「本気で自殺したい」と考えた人が、調査した成人男女の約2割に上ることが21日、厚生労働省の自殺対策に関する意識調査で明らかになった。

 これまでの調査で最多となる。ただ自殺者数は近年、減少傾向にあり、厚労省の担当者は「行動を起こさないという対策が一定の効果を果たしている」と分析している。

 意識調査は平成20年からおよそ4年ごとに行われ、3回目となる今回は、28年10月に全国の20歳以上の男女3千人を対象に実施(回収率67・3%)。「自殺したい」と考えた人は今回23・6%で、前回(23・4%)、前々回(19・1%)より増えた。「最近1年以内に自殺したい」と考えた人は4・5%に上った。

 自殺を考えた経験がある人を男女別でみると、女性が25・6%で、男性の21・4%を上回った。特に女性の30代(32・3%)、50代(31%)が高い傾向にある。

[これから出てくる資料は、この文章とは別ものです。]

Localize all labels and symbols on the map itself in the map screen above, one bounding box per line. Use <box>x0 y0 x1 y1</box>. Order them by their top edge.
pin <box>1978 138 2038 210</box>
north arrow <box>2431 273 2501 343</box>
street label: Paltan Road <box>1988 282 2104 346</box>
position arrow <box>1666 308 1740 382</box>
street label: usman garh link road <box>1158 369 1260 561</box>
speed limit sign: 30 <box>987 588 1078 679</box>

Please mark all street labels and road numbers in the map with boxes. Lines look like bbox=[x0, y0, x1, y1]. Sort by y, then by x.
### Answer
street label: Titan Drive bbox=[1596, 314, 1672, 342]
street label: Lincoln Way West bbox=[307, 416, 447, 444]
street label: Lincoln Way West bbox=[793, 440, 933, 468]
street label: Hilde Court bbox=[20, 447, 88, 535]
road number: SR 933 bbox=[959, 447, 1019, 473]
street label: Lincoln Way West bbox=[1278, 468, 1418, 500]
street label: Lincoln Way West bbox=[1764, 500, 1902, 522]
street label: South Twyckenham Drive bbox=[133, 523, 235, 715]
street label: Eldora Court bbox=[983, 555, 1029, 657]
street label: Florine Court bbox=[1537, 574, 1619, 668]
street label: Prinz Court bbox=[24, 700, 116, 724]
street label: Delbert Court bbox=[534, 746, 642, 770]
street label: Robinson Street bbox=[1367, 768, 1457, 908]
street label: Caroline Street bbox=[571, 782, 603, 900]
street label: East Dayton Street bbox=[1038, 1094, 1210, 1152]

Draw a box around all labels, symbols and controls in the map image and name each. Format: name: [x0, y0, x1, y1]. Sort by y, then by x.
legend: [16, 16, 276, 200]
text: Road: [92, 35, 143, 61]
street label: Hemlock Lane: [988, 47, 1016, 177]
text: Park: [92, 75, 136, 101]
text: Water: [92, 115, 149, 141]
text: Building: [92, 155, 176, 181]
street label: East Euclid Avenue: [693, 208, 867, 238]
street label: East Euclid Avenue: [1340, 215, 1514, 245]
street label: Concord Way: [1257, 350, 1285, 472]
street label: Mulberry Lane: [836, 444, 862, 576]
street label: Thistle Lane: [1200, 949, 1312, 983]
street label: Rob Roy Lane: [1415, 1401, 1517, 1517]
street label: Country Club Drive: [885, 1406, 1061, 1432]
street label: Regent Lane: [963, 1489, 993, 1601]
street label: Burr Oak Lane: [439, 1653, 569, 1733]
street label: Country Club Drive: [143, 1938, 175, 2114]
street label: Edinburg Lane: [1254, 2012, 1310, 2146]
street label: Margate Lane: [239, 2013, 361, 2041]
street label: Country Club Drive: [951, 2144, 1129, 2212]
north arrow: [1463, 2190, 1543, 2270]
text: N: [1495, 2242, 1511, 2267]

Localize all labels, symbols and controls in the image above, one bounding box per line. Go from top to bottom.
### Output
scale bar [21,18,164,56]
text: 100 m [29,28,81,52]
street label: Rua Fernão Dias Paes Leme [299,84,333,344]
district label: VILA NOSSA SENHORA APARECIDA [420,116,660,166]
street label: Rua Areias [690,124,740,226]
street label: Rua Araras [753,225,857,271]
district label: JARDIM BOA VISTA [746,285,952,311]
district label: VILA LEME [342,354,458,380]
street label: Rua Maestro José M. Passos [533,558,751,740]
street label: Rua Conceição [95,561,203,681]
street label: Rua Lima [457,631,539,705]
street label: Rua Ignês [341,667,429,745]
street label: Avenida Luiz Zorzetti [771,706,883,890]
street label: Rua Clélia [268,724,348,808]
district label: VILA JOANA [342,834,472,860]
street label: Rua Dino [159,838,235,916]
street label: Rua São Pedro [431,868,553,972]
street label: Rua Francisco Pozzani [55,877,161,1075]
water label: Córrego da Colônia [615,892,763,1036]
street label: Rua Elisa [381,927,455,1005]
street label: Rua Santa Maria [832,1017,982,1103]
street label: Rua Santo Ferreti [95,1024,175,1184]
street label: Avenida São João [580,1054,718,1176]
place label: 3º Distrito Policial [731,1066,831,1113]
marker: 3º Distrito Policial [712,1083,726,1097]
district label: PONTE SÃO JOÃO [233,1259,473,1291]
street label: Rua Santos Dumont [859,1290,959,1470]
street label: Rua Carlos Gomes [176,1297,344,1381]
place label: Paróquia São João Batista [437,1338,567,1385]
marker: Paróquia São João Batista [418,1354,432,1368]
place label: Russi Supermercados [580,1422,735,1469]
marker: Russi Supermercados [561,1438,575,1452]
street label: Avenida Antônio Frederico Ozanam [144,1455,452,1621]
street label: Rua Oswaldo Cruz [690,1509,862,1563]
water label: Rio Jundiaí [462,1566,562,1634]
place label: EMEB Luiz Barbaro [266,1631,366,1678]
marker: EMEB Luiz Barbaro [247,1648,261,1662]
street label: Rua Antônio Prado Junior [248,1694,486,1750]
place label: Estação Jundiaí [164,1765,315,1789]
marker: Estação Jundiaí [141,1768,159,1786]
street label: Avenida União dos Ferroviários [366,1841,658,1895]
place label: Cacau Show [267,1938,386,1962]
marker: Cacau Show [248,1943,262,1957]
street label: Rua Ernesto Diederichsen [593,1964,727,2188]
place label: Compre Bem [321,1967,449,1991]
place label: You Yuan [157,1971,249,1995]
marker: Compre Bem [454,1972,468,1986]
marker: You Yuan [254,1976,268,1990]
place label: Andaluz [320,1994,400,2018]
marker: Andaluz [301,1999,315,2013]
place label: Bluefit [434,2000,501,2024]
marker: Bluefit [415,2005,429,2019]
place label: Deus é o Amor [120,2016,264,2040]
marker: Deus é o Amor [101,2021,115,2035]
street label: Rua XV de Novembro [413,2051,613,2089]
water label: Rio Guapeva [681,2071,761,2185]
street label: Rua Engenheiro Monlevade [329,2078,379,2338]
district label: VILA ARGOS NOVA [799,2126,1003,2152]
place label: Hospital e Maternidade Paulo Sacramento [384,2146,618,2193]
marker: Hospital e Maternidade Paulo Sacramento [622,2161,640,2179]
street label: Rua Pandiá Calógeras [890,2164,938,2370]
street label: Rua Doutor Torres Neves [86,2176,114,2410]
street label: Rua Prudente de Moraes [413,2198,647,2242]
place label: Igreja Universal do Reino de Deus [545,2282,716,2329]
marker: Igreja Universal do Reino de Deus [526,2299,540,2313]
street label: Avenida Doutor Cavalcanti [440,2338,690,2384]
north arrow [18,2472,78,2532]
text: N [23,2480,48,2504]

 どのように乗り越えたか尋ねたところ、複数回答で「趣味や仕事などで気を紛らわせるよう努めた」が36・7%で最も多く、次いで「家族や友人、同僚ら身近な人に悩みを聞いてもらった」が32・1%だった。

 今回新たに付け加えられた項目では、「児童・生徒が自殺予防について学ぶ機会があった方がよい」と思う人は83・1%、自殺予防に資するものとして「ストレスへの対処方法を知ること」が51・4%に上った。